_WHAT TO PRODUCE_
Lines in which "Gretna" appears should be pulled from the data below.

• • • • • • •

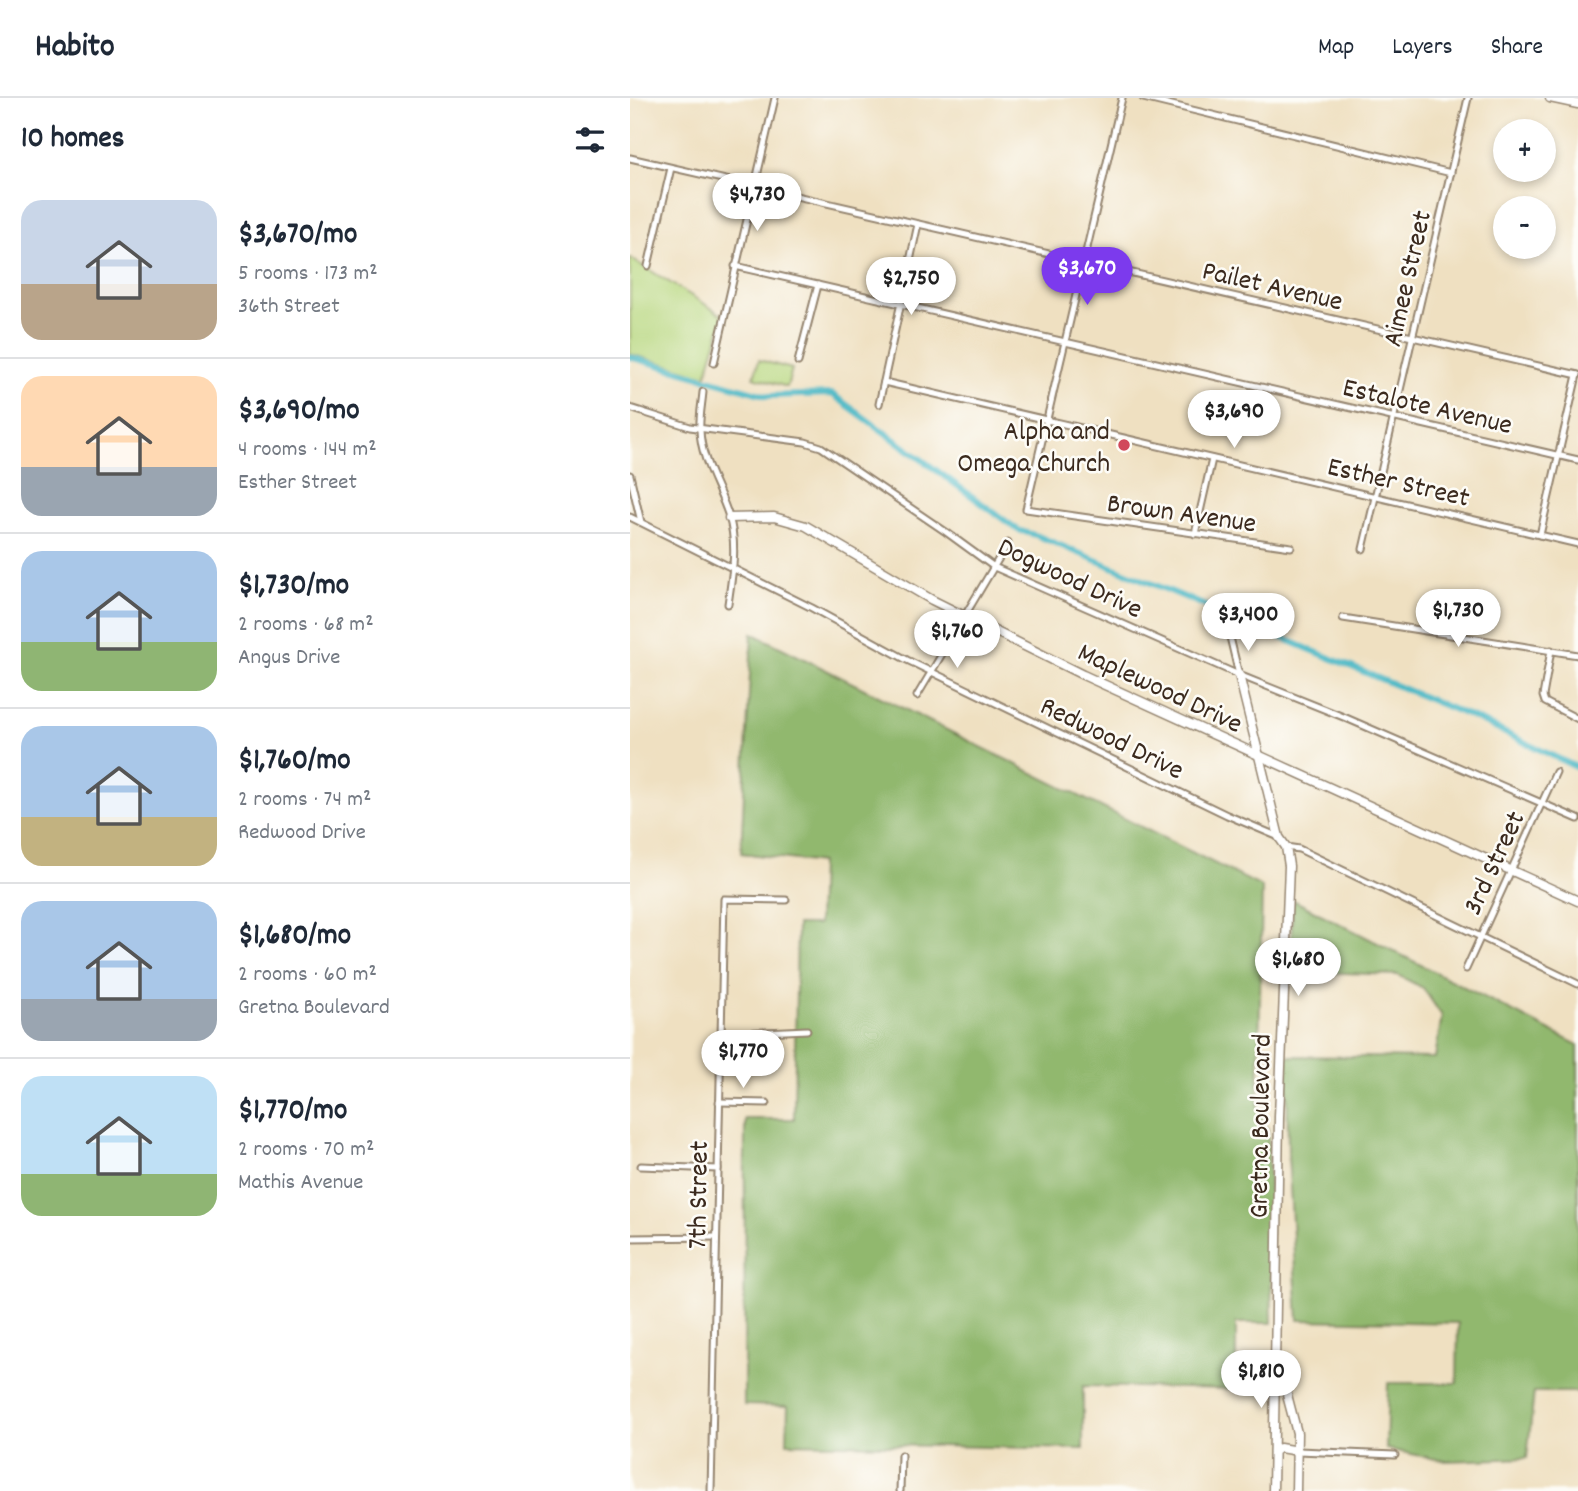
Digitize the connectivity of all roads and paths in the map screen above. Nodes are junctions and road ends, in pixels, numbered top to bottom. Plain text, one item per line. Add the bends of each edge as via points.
1 (775, 98) edge
2 (1122, 98) edge
3 (1143, 98) edge
4 (1468, 98) edge
5 (1550, 98) edge
6 (1578, 104) edge
7 (630, 158) edge
8 (671, 168) junction
9 (1451, 173) junction
10 (754, 186) junction
11 (918, 224) junction
12 (1083, 262) junction
13 (648, 266) dead end
14 (735, 266) junction
15 (818, 285) junction
16 (900, 303) junction
17 (1412, 337) junction
18 (1066, 342) junction
19 (714, 362) dead end
20 (798, 362) dead end
21 (1578, 375) edge
22 (884, 382) junction
23 (703, 392) dead end
24 (879, 404) dead end
25 (630, 408) edge
26 (1394, 417) junction
27 (1046, 421) junction
28 (700, 429) junction
29 (1558, 456) junction
30 (1212, 459) junction
31 (1578, 460) edge
32 (630, 475) edge
33 (1376, 496) junction
34 (630, 517) edge
35 (729, 518) junction
36 (641, 522) junction
37 (1195, 534) junction
38 (1540, 535) junction
39 (1008, 543) dead end
40 (1578, 544) edge
41 (1291, 547) dead end
42 (1363, 549) dead end
43 (995, 568) junction
44 (733, 569) junction
45 (728, 604) dead end
46 (965, 616) junction
47 (1343, 618) dead end
48 (1230, 637) dead end
49 (1550, 650) junction
50 (1578, 655) edge
51 (932, 672) junction
52 (1239, 675) junction
53 (918, 696) dead end
54 (1578, 719) edge
55 (1258, 756) junction
56 (1556, 772) dead end
57 (1542, 803) junction
58 (1578, 819) edge
59 (1279, 837) junction
60 (1286, 847) junction
61 (1511, 870) junction
62 (786, 900) dead end
63 (1578, 901) edge
64 (1481, 937) junction
65 (1466, 969) dead end
66 (1578, 985) edge
67 (807, 1030) dead end
68 (721, 1034) junction
69 (719, 1102) junction
70 (767, 1104) dead end
71 (640, 1167) dead end
72 (718, 1169) junction
73 (716, 1237) junction
74 (630, 1238) edge
75 (1277, 1331) junction
76 (1274, 1451) junction
77 (1298, 1451) junction
78 (901, 1455) dead end
79 (1395, 1455) dead end
80 (711, 1491) edge
81 (900, 1491) edge
82 (1273, 1491) edge
83 (1296, 1491) edge

1 - 10 street
2 - 12 street
3 - 9 street
4 - 9 street, Aimee Street
5 - 6 street
7 - 8 street, Pailet Avenue
8 - 10 street, Pailet Avenue
8 - 13 street
9 - 17 street, Aimee Street
10 - 11 street, Pailet Avenue
10 - 14 street
11 - 12 street, Pailet Avenue
11 - 16 street
12 - 17 street, Pailet Avenue
12 - 18 street
14 - 15 street, Estalote Avenue
14 - 19 street
15 - 16 street, Estalote Avenue
15 - 20 street
16 - 18 street, Estalote Avenue
16 - 22 street
17 - 21 street, Pailet Avenue
17 - 26 street, Aimee Street
18 - 26 street, Estalote Avenue
18 - 27 street
21 - 29 street
22 - 24 street
22 - 27 street, Esther Street
23 - 28 street
25 - 28 street, Dogwood Drive
26 - 29 street, Estalote Avenue
26 - 33 street, Aimee Street
27 - 30 street, Esther Street
27 - 37 street, Brown Avenue via 1026,509
28 - 35 street via 710,473
28 - 43 street, Dogwood Drive via 821,447
29 - 31 street, Estalote Avenue
29 - 38 street
30 - 33 street, Esther Street
30 - 37 street
32 - 36 street
33 - 38 street, Esther Street
33 - 42 street, Aimee Street
34 - 36 street, Redwood Drive
35 - 44 street
35 - 46 street, Maplewood Drive via 774,517 806,526
36 - 44 street, Redwood Drive
37 - 41 street, Brown Avenue
38 - 40 street, Esther Street
39 - 43 street
43 - 46 street
43 - 52 street, Dogwood Drive
44 - 45 street
44 - 51 street, Redwood Drive
46 - 51 street
46 - 55 street, Maplewood Drive
47 - 49 street
48 - 52 street
49 - 50 street
49 - 54 street via 1545,702
51 - 53 street
51 - 59 street, Redwood Drive
52 - 55 street
52 - 57 street, Dogwood Drive
55 - 59 street
55 - 61 street, Maplewood Drive
56 - 57 street, 3rd Street
57 - 58 street, Dogwood Drive
57 - 61 street, 3rd Street
59 - 60 street
60 - 64 street via 1299,849
60 - 75 street, Gretna Boulevard
61 - 63 street, Maplewood Drive
61 - 64 street, 3rd Street
62 - 68 street, 7th Street via 724,899
64 - 65 street, 3rd Street
64 - 66 street
67 - 68 street
68 - 69 street, 7th Street
69 - 70 street
69 - 72 street, 7th Street
71 - 72 street
72 - 73 street, 7th Street
73 - 74 street
73 - 80 street, 7th Street
75 - 76 street, Gretna Boulevard
75 - 77 street, Gretna Boulevard
76 - 77 street
76 - 82 street, Gretna Boulevard
77 - 79 street
77 - 83 street, Gretna Boulevard
78 - 81 street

• • • • • • •

_ANSWER SPACE_
60 - 75 street, Gretna Boulevard
75 - 76 street, Gretna Boulevard
75 - 77 street, Gretna Boulevard
76 - 82 street, Gretna Boulevard
77 - 83 street, Gretna Boulevard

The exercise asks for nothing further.